Background: Ineffective erythropoiesis is a predominant feature in β-thalassemia major (β-TM), causing marked erythroid expansion leading to highly raised levels of growth differentiation factor-15 (GDF-15), which, in turn, suppresses hepcidin production in liver resulting in increased iron absorption from gut. We aim to study the serum GDF-15 in polytransfused β-TM patients and its correlation with serum ferritin and serum hepcidin.
Method: Thirty-nine polytransfused β-TM children aged between 5 and 17 years and 33 age- and gender-matched healthy controls were enrolled in the study. Complete blood count, serum GDF-15, serum ferritin, and serum hepcidin were performed.

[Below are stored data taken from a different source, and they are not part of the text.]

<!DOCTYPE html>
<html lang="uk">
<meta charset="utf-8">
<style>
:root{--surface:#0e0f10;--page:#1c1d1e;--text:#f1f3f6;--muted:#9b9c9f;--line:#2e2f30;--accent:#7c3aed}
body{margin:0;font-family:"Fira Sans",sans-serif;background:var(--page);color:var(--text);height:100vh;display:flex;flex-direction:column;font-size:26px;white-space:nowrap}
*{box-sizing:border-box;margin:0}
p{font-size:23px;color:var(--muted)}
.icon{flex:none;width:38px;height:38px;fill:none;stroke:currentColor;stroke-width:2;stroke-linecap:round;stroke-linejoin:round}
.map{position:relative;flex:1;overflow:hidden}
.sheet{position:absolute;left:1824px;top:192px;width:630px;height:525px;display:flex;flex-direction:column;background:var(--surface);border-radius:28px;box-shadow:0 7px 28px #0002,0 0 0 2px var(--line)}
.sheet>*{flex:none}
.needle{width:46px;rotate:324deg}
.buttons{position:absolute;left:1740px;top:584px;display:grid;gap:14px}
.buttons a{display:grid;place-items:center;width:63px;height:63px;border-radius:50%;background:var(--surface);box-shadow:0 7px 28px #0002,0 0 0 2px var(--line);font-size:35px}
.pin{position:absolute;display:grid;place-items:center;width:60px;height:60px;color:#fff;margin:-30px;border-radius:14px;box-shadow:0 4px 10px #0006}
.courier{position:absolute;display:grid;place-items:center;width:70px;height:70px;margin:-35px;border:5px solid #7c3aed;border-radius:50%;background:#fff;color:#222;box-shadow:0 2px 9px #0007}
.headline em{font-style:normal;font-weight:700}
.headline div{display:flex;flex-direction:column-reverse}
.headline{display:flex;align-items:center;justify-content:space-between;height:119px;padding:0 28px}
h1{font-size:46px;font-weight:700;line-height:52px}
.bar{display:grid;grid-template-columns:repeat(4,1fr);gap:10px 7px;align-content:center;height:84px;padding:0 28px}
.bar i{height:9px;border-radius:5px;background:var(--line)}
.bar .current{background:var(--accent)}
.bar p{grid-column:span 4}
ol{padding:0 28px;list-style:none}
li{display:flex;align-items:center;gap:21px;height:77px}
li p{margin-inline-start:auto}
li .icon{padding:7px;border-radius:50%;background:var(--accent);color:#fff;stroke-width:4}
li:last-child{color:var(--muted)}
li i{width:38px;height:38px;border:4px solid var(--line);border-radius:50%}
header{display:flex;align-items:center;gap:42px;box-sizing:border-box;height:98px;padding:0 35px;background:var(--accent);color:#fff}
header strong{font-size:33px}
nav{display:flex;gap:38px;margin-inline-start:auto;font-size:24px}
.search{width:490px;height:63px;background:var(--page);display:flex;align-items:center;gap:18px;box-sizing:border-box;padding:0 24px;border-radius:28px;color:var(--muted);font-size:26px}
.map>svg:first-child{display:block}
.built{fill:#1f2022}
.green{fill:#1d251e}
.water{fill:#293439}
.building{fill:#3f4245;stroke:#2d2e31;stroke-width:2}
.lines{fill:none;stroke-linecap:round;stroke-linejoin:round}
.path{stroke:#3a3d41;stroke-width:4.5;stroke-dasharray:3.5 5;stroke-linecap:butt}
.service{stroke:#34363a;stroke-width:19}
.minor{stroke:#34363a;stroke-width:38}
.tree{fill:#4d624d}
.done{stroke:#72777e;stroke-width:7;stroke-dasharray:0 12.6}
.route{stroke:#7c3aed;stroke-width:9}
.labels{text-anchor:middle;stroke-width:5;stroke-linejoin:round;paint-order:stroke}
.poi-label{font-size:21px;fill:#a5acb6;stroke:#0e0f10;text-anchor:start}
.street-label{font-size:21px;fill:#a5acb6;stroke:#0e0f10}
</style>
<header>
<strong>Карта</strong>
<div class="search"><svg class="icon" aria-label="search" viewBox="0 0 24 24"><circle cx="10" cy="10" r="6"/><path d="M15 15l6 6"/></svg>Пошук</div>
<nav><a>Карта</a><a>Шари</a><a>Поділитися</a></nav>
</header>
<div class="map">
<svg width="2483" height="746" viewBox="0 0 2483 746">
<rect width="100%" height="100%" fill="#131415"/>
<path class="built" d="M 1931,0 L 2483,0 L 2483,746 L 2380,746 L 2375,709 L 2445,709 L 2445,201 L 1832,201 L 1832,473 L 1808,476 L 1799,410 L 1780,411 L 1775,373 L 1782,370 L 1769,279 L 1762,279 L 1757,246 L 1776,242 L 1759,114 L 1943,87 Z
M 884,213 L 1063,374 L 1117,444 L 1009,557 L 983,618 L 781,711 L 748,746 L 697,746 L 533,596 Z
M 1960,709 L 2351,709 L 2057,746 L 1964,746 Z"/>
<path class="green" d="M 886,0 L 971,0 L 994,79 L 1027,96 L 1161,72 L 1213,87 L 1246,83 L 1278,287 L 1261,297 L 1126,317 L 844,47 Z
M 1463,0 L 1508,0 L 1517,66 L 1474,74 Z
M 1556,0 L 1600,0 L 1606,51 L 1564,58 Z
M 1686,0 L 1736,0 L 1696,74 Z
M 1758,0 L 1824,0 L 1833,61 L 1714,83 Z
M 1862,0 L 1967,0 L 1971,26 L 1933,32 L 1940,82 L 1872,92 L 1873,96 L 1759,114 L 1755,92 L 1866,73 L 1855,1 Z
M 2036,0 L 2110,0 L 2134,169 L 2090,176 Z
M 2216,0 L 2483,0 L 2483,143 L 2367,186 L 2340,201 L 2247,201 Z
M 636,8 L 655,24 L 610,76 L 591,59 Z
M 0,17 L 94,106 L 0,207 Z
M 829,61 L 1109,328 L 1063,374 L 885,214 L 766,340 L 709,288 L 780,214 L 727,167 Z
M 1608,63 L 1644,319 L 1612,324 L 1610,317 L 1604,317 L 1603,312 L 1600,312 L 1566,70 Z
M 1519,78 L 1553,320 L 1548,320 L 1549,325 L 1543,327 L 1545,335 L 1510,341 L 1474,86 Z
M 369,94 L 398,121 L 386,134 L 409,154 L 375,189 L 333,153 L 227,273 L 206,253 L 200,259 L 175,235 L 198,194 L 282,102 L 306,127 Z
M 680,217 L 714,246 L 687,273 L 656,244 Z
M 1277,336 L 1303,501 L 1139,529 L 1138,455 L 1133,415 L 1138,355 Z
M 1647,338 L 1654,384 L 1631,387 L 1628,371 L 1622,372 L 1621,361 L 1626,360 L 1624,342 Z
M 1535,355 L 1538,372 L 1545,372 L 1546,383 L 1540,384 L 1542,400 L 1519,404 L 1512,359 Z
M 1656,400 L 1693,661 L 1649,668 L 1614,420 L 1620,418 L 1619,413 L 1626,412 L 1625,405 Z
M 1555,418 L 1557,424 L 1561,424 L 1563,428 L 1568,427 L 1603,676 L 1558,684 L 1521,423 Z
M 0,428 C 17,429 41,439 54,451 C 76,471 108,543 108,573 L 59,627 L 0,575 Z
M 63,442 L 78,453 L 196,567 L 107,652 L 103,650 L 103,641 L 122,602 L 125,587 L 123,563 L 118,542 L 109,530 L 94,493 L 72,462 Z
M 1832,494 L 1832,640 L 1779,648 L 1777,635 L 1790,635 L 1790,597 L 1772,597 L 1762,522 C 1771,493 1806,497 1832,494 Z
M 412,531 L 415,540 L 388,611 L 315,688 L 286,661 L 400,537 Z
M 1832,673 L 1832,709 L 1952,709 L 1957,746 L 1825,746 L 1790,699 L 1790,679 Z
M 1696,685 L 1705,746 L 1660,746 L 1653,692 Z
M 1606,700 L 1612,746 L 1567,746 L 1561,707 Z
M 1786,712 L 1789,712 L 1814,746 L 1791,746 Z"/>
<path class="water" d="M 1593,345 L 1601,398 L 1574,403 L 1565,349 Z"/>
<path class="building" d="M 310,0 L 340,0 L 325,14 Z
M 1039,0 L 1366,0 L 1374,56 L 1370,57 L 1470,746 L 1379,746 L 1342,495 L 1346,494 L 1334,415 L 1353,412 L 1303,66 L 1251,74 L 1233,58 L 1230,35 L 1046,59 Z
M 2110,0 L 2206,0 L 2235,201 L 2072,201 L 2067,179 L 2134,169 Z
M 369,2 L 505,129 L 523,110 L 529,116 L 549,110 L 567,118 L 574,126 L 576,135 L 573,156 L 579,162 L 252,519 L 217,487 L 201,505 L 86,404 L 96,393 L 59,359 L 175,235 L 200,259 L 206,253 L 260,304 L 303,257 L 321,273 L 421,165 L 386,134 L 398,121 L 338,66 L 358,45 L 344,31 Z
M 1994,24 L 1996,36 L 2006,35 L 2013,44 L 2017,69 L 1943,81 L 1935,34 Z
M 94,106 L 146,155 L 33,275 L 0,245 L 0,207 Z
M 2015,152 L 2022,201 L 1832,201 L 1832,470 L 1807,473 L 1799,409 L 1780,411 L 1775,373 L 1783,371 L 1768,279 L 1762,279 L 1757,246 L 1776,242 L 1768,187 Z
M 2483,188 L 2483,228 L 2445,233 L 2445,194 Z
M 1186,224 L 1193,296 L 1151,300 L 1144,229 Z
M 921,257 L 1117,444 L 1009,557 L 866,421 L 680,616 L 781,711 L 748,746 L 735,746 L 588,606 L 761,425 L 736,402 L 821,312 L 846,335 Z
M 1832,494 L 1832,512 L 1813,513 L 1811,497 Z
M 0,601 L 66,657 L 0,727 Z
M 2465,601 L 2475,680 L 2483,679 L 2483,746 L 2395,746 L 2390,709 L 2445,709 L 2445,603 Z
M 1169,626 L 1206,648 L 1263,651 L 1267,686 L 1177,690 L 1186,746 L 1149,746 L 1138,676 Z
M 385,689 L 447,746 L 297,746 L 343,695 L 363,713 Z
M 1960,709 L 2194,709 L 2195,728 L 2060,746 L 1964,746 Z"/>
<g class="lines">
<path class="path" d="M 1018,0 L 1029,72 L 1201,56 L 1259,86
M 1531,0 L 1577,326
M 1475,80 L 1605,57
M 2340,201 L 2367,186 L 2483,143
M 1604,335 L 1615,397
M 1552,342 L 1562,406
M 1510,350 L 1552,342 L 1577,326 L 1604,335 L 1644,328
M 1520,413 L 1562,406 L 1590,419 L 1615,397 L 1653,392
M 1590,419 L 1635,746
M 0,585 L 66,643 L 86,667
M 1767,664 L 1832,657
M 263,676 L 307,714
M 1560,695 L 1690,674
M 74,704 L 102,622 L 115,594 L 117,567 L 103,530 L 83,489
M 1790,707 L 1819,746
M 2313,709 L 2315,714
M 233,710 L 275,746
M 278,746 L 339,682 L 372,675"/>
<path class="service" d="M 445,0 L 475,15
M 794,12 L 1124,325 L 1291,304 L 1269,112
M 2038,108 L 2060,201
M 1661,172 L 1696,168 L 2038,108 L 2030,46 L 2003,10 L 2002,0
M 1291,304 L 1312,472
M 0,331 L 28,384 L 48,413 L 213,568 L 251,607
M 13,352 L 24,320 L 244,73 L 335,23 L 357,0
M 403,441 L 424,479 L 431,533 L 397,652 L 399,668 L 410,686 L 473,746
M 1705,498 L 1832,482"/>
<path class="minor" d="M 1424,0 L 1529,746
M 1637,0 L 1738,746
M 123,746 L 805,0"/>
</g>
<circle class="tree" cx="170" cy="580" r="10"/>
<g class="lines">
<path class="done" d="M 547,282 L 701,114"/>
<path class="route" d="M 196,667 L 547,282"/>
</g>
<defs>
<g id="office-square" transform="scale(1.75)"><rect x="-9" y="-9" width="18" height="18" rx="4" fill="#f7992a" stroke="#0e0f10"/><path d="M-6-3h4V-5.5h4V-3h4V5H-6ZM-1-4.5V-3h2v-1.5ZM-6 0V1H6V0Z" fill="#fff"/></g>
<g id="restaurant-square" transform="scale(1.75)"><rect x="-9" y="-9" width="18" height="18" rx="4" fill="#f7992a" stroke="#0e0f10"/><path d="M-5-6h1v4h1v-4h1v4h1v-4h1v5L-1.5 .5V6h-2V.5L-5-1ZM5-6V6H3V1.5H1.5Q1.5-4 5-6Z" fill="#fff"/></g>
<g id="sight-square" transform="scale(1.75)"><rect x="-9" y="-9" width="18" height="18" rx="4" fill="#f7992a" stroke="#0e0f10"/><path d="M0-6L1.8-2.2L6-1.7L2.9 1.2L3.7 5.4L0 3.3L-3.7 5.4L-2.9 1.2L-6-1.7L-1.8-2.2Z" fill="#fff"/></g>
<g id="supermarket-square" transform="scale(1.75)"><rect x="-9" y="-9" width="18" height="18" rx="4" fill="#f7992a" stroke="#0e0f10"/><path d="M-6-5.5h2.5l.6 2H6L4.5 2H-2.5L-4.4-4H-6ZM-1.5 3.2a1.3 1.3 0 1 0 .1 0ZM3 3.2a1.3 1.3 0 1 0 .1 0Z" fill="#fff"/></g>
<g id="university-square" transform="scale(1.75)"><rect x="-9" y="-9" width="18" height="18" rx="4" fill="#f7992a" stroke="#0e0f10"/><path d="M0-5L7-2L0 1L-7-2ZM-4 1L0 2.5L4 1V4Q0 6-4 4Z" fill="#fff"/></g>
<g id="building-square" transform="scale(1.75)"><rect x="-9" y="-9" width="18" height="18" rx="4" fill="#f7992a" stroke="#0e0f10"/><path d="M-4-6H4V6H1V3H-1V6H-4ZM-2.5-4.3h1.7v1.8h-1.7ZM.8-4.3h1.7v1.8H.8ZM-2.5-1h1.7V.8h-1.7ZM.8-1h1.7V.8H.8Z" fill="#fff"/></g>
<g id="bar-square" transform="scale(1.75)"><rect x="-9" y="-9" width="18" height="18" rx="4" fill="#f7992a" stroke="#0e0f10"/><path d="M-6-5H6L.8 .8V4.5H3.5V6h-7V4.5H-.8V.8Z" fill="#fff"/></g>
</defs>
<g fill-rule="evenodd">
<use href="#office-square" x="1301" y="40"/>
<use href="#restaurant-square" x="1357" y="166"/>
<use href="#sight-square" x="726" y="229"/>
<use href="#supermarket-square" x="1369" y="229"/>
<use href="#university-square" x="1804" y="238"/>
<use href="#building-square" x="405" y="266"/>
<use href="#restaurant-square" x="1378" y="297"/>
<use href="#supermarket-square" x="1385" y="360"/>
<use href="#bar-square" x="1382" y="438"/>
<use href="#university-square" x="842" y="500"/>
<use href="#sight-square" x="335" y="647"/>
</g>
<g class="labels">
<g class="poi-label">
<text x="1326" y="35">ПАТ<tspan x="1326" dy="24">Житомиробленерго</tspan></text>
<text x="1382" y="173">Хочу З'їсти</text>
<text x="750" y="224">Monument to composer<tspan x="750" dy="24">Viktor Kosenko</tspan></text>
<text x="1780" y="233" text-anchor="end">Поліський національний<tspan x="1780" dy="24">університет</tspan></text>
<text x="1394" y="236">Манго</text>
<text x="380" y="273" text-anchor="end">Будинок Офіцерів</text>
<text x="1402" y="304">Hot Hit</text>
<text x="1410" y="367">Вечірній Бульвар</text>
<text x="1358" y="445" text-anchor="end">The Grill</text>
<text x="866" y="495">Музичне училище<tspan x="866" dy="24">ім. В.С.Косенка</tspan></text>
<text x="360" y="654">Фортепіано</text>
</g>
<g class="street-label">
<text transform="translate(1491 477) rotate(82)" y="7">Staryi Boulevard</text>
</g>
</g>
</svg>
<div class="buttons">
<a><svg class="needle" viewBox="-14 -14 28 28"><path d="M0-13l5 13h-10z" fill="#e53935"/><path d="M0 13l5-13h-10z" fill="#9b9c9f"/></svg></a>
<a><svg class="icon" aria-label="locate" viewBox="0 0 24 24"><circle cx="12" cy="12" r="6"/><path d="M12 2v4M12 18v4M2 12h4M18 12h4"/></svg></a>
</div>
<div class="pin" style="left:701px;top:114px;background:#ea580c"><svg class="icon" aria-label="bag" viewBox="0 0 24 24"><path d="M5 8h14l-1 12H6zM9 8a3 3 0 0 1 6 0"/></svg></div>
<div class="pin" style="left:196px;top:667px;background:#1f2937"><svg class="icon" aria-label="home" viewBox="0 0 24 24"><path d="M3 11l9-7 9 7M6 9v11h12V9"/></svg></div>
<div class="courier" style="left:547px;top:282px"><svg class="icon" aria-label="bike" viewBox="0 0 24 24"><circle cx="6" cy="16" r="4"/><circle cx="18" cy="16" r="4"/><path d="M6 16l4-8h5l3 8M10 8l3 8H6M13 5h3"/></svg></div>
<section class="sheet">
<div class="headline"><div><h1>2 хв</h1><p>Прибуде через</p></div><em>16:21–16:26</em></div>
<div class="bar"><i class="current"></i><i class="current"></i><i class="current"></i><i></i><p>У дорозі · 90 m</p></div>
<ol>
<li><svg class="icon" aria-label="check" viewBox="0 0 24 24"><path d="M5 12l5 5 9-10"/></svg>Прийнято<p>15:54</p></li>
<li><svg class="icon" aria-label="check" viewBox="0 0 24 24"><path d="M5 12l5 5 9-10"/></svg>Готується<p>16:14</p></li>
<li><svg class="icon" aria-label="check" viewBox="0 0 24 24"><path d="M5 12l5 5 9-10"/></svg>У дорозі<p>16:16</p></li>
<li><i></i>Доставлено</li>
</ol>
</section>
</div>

Results: The mean serum GDF-15, serum hepcidin, and serum ferritin levels were 638.65 ± 306.96 pg/ml, 108.21 ± 191.30 ng/ml, and 2274.60 ± 1216.08 ng/ml, respectively, which were significantly higher than control group (P < 0.001, P = 0.003, P < 0.001, respectively). There was significant positive correlation of GDF-15 with blood transfusions (r = 0.415, P = 0.009), positive correlation with serum ferritin (r = 0.653, P = 0), and significant negative correlation with serum hepcidin (r = -0.508, P = 0.001).
Conclusion: The findings of the present study suggest that GDF-15 is an important regulator of hepcidin in β-TM patients. GDF-15 and serum hepcidin together can be used to monitor iron overload and its related complications in such patients.
Keywords: GDF-15; ferritin; hepcidin; β-Thalassemia.